• WHAT YOU HAVE TO DO: In the data that follows, count the lines in which the word "中央運動公園通り" occurs, and report that figure alone.

• SUPPLIED INFORMATION:

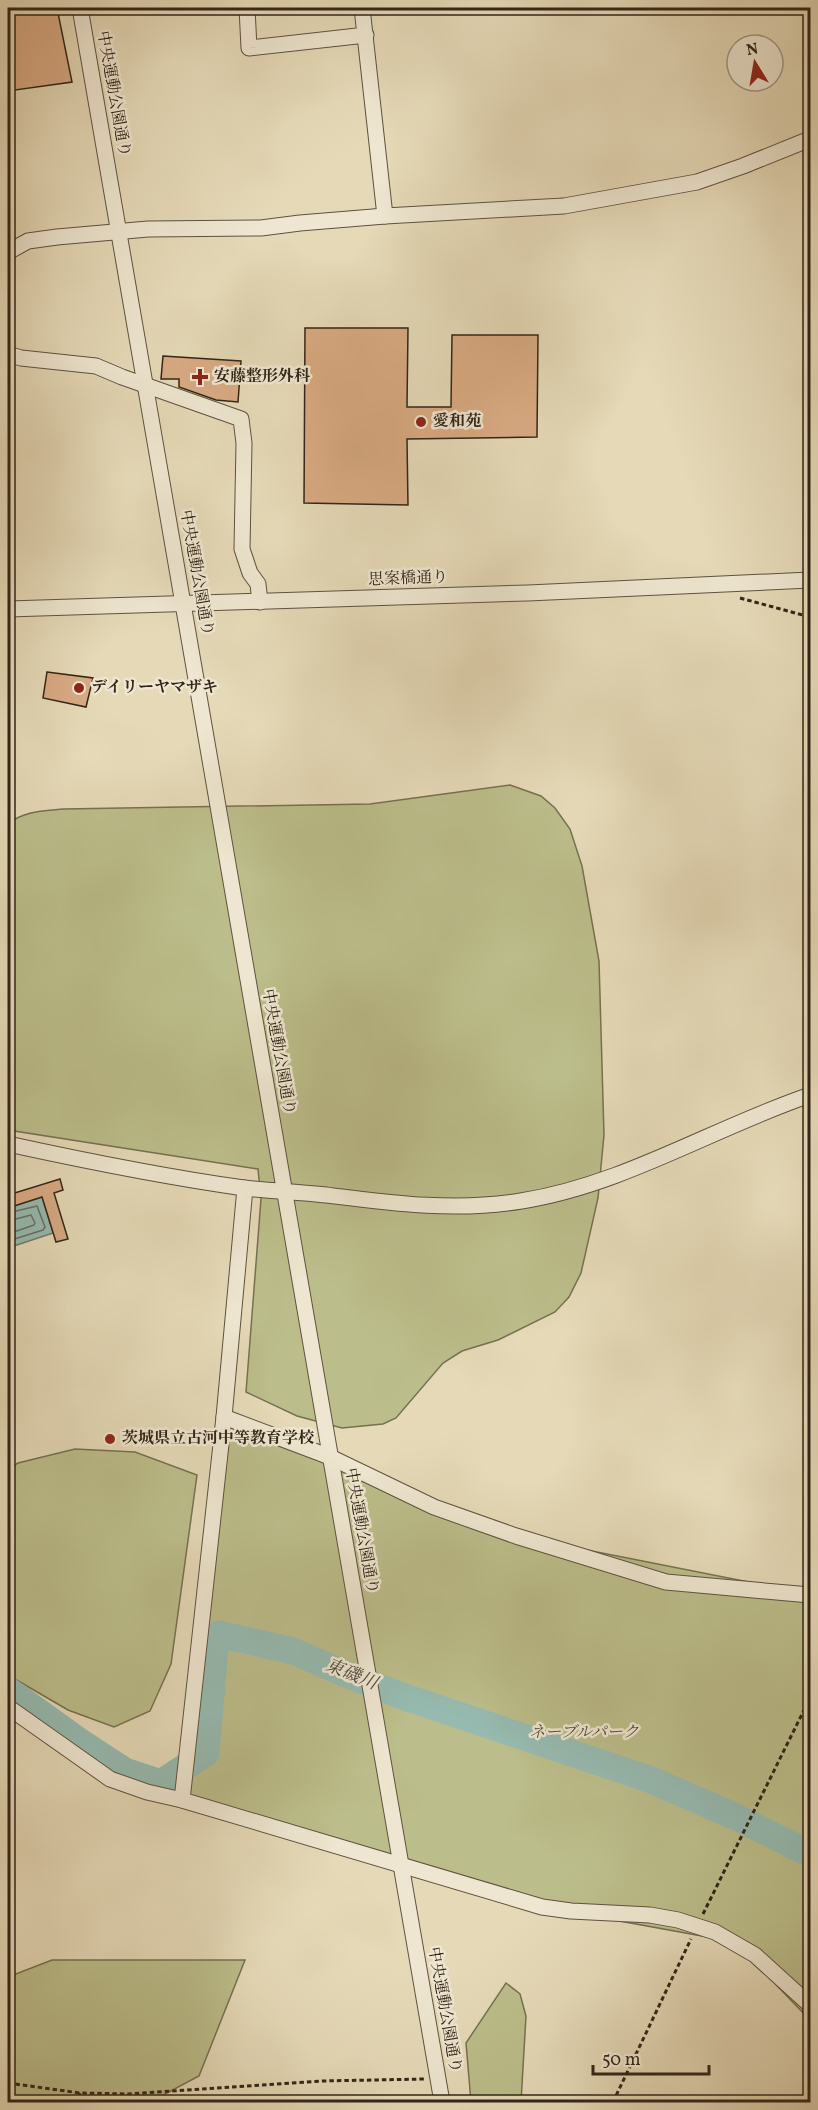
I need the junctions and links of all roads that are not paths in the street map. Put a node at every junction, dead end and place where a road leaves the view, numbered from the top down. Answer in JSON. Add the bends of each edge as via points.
{"nodes":[{"id":1,"x":80,"y":8,"type":"edge"},
{"id":2,"x":247,"y":8,"type":"edge"},
{"id":3,"x":363,"y":8,"type":"edge"},
{"id":4,"x":366,"y":35,"type":"junction"},
{"id":5,"x":810,"y":139,"type":"edge"},
{"id":6,"x":385,"y":216,"type":"junction"},
{"id":7,"x":119,"y":232,"type":"junction"},
{"id":8,"x":8,"y":252,"type":"edge"},
{"id":9,"x":8,"y":354,"type":"edge"},
{"id":10,"x":145,"y":385,"type":"junction"},
{"id":11,"x":810,"y":580,"type":"edge"},
{"id":12,"x":260,"y":602,"type":"junction"},
{"id":13,"x":183,"y":605,"type":"junction"},
{"id":14,"x":8,"y":609,"type":"edge"},
{"id":15,"x":810,"y":1095,"type":"edge"},
{"id":16,"x":8,"y":1143,"type":"edge"},
{"id":17,"x":245,"y":1188,"type":"junction"},
{"id":18,"x":284,"y":1191,"type":"junction"},
{"id":19,"x":224,"y":1417,"type":"junction"},
{"id":20,"x":330,"y":1457,"type":"junction"},
{"id":21,"x":810,"y":1595,"type":"edge"},
{"id":22,"x":8,"y":1707,"type":"edge"},
{"id":23,"x":182,"y":1800,"type":"junction"},
{"id":24,"x":400,"y":1864,"type":"junction"},
{"id":25,"x":810,"y":2005,"type":"edge"},
{"id":26,"x":442,"y":2103,"type":"edge"}],
"edges":[{"from":1,"to":7,"type":"street","name":"中央運動公園通り"},
{"from":2,"to":4,"type":"street","via":[[249,48]]},
{"from":3,"to":4,"type":"street"},
{"from":4,"to":6,"type":"street"},
{"from":5,"to":6,"type":"street","via":[[697,182],[576,204]]},
{"from":6,"to":7,"type":"street","via":[[261,228]]},
{"from":7,"to":8,"type":"street","via":[[28,241]]},
{"from":7,"to":10,"type":"street","name":"中央運動公園通り"},
{"from":9,"to":10,"type":"street","via":[[96,366]]},
{"from":10,"to":12,"type":"street","via":[[241,419],[242,549],[258,584]]},
{"from":10,"to":13,"type":"street","name":"中央運動公園通り"},
{"from":11,"to":12,"type":"street","name":"思案橋通り"},
{"from":12,"to":13,"type":"street","name":"思案橋通り"},
{"from":13,"to":14,"type":"street","name":"思案橋通り"},
{"from":13,"to":18,"type":"street","name":"中央運動公園通り"},
{"from":15,"to":18,"type":"street","via":[[639,1167],[522,1201],[476,1206],[427,1205]]},
{"from":16,"to":17,"type":"street"},
{"from":17,"to":18,"type":"street"},
{"from":17,"to":19,"type":"street"},
{"from":18,"to":20,"type":"street","name":"中央運動公園通り"},
{"from":19,"to":20,"type":"street"},
{"from":19,"to":23,"type":"street"},
{"from":20,"to":21,"type":"street","via":[[434,1507],[666,1582]]},
{"from":20,"to":24,"type":"street","name":"中央運動公園通り"},
{"from":22,"to":23,"type":"street","via":[[110,1779]]},
{"from":23,"to":24,"type":"street"},
{"from":24,"to":25,"type":"street","via":[[542,1907],[650,1915],[715,1932],[755,1955]]},
{"from":24,"to":26,"type":"street","name":"中央運動公園通り"}]}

• TASK RESPONSE: 7